A physician-in-training who sees more PPH could potentially be seen as more capable of independently managing the higher number of patients required for independent practice. This measurement is already commonly used when evaluating EM residents and is also frequently used to evaluate attending EPs. 5 , 6 However, it is unclear whether there are tradeoffs for residents that come with seeing a higher patient volume. It is likely that medical trainees are only able to handle a finite number of cognitive tasks before their performance is impaired and they are unable to take on additional tasks.

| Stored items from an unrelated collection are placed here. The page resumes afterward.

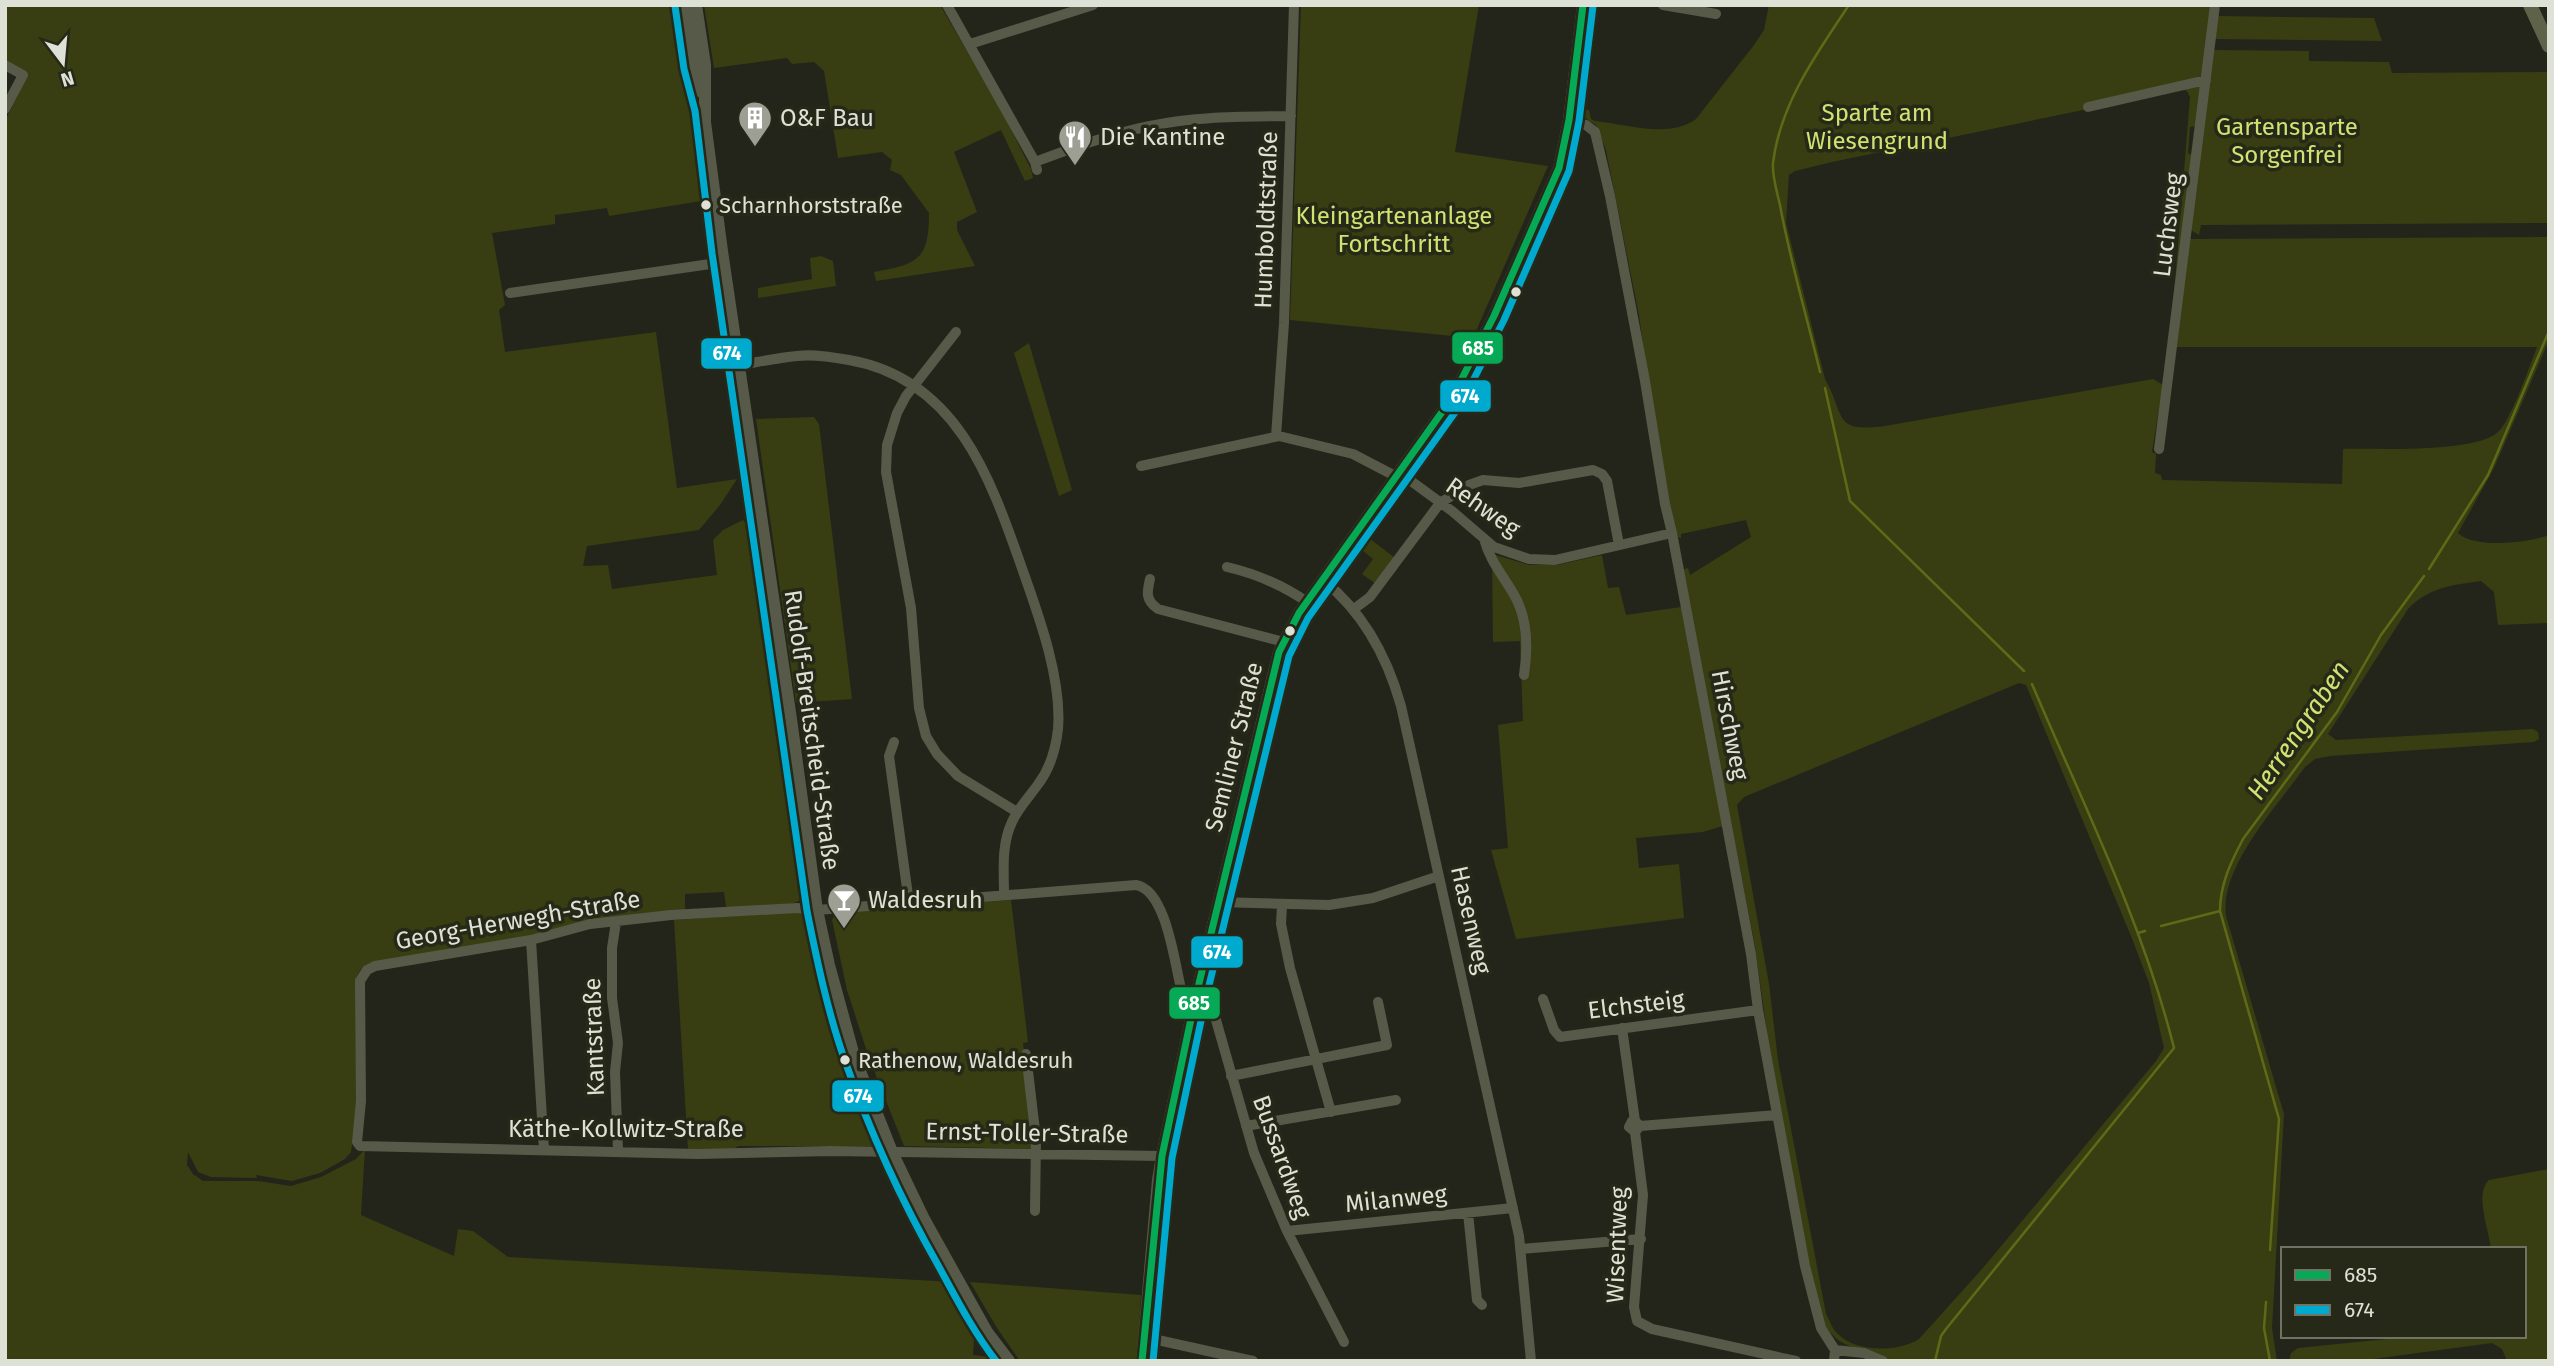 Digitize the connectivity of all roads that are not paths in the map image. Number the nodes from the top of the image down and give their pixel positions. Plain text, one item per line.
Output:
1 (685, 5) edge
2 (696, 5) edge
3 (947, 5) edge
4 (1093, 5) edge
5 (1294, 5) edge
6 (1583, 5) edge
7 (1663, 5) edge
8 (2215, 5) edge
9 (2530, 5) edge
10 (1716, 14) dead end
11 (970, 44) junction
12 (2549, 46) edge
13 (5, 65) edge
14 (2206, 80) junction
15 (2088, 107) dead end
16 (5, 109) edge
17 (705, 109) junction
18 (1291, 116) junction
19 (1569, 120) junction
20 (724, 262) junction
21 (510, 293) dead end
22 (956, 332) dead end
23 (739, 365) junction
24 (915, 386) junction
25 (1276, 436) junction
26 (2159, 449) dead end
27 (1141, 466) dead end
28 (1399, 475) junction
29 (1440, 503) junction
30 (1672, 533) junction
31 (1484, 540) junction
32 (1619, 545) junction
33 (1227, 567) dead end
34 (1150, 579) dead end
35 (1323, 579) junction
36 (1307, 602) junction
37 (1354, 609) junction
38 (1283, 642) junction
39 (1524, 675) dead end
40 (894, 742) dead end
41 (1017, 812) junction
42 (1439, 876) junction
43 (1004, 895) junction
44 (1218, 902) junction
45 (909, 903) junction
46 (1282, 905) junction
47 (817, 910) junction
48 (616, 922) junction
49 (531, 940) junction
50 (1200, 981) junction
51 (1543, 999) dead end
52 (1195, 1000) junction
53 (1378, 1002) dead end
54 (1758, 1010) junction
55 (1622, 1028) junction
56 (1026, 1054) dead end
57 (1316, 1060) junction
58 (1231, 1076) junction
59 (1396, 1100) dead end
60 (1331, 1112) junction
61 (1777, 1115) junction
62 (1246, 1126) junction
63 (1637, 1126) junction
64 (360, 1146) joint
65 (544, 1150) junction
66 (618, 1151) junction
67 (891, 1152) junction
68 (1037, 1154) junction
69 (1162, 1156) junction
70 (1513, 1208) junction
71 (1035, 1211) dead end
72 (1468, 1213) junction
73 (1287, 1231) junction
74 (1641, 1239) junction
75 (1520, 1249) junction
76 (1482, 1305) dead end
77 (1144, 1336) junction
78 (1344, 1342) dead end
79 (1835, 1355) edge
80 (1009, 1361) edge
81 (1142, 1361) edge
82 (1253, 1361) edge
83 (1531, 1361) edge
84 (1796, 1361) edge
85 (1883, 1361) edge

1 - 17 street, Rudolf-Breitscheid-Straße
2 - 17 street, Rudolf-Breitscheid-Straße
3 - 11 street
4 - 11 street
5 - 18 street, Humboldtstraße
6 - 19 street, Semliner Straße
7 - 10 street
8 - 14 street, Luchsweg
9 - 12 main road
11 - 18 street
13 - 16 street
14 - 15 street
14 - 26 street, Luchsweg
17 - 20 street, Rudolf-Breitscheid-Straße
18 - 25 street, Humboldtstraße
19 - 28 street, Semliner Straße
19 - 30 street, Hirschweg
20 - 21 street
20 - 23 street, Rudolf-Breitscheid-Straße
22 - 24 street
23 - 24 street
23 - 47 street, Rudolf-Breitscheid-Straße
24 - 41 street
24 - 41 street
25 - 27 street
25 - 28 street, Rehweg
28 - 29 street, Rehweg
28 - 35 street, Semliner Straße
29 - 31 street, Rehweg
29 - 32 street
29 - 37 street
30 - 32 street, Rehweg
30 - 54 street, Hirschweg
31 - 32 street, Rehweg
31 - 39 street
33 - 36 street
34 - 38 street
35 - 36 street, Semliner Straße
35 - 37 street, Hasenweg
36 - 38 street, Semliner Straße
37 - 42 street, Hasenweg
38 - 44 street, Semliner Straße
40 - 45 street
41 - 43 street
42 - 46 street
42 - 70 street, Hasenweg
43 - 45 street, Georg-Herwegh-Straße
43 - 52 street, Georg-Herwegh-Straße
44 - 46 street
44 - 50 street, Semliner Straße
45 - 47 street, Georg-Herwegh-Straße
46 - 57 street
47 - 48 street, Georg-Herwegh-Straße
47 - 67 street, Rudolf-Breitscheid-Straße
48 - 49 street, Georg-Herwegh-Straße
48 - 66 street, Kantstraße
49 - 64 street, Georg-Herwegh-Straße
49 - 65 street
50 - 52 street, Semliner Straße
50 - 58 street, Bussardweg
51 - 55 street, Elchsteig
52 - 69 street, Semliner Straße
53 - 57 street
54 - 55 street, Elchsteig
54 - 61 street, Hirschweg
55 - 63 street, Wisentweg
56 - 68 street
57 - 58 street
57 - 60 street
58 - 62 street, Bussardweg
59 - 60 street
60 - 62 street
61 - 63 street
61 - 79 street, Hirschweg
62 - 73 street, Bussardweg
63 - 74 street, Wisentweg
64 - 65 street, Käthe-Kollwitz-Straße
65 - 66 street, Käthe-Kollwitz-Straße
66 - 67 street, Käthe-Kollwitz-Straße
67 - 68 street, Ernst-Toller-Straße
67 - 80 street, Rudolf-Breitscheid-Straße
68 - 69 street, Ernst-Toller-Straße
68 - 71 street
69 - 77 street, Semliner Straße
70 - 72 street, Milanweg
70 - 75 street, Hasenweg
72 - 73 street, Milanweg
72 - 76 street, Milanweg
73 - 78 street, Bussardweg
74 - 75 street
74 - 84 street, Wisentweg
75 - 83 street, Hasenweg
77 - 81 street, Semliner Straße
77 - 82 street
79 - 85 street, Hirschweg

One method to conceptualize the relationship between how patient complexity and acuity impacts other aspects of patient care is through cognitive load theory. 7 In general, when cognitive load is too high, such as increased extraneous load from managing multiple patients or increased intrinsic load from managing very complex patients, overall cognitive performance may be impaired. This could decrease cognitive bandwidth for new patient-care tasks as well as limit germane load to allow for learning and illness-scheme creation. 7 Conversely, simple, straightforward patient presentations may not impose such a significant cognitive load, allowing cognitive resources to be deployed to see a higher volume of patients. 8 , 9 Prior studies have assessed resident efficiency in the ED in terms number of PPH as training progresses. 10 These studies have demonstrated that senior residents can see higher numbers of patients per hour compared to postgraduate year (PGY)-1 residents, which plateaus in the final year of training. 11

Compared to advanced practice practitioners (APP) (physician assistants [PA] or nurse practitioners), residents see fewer PPH but generate a higher amount of relative value units (RVU). This suggests residents may see higher acuity patients or document more thoroughly. 10 The RVUs are an objective means of measuring the resources needed to provide medical care as a single metric. 12 Another means of estimating the resources needed to provide care are ED evaluation and management (E/M) Current Procedural Terminology (CPT) codes. These allow coders to use complexity in documentation as a surrogate marker of complexity of care provided. While RVUs and CPT codes are measures assigned following a patient’s ED encounter, the Emergency Severity Index (ESI) is a means of estimating the acuity of the patient in terms of priority and resources allocation based on their initial presentation.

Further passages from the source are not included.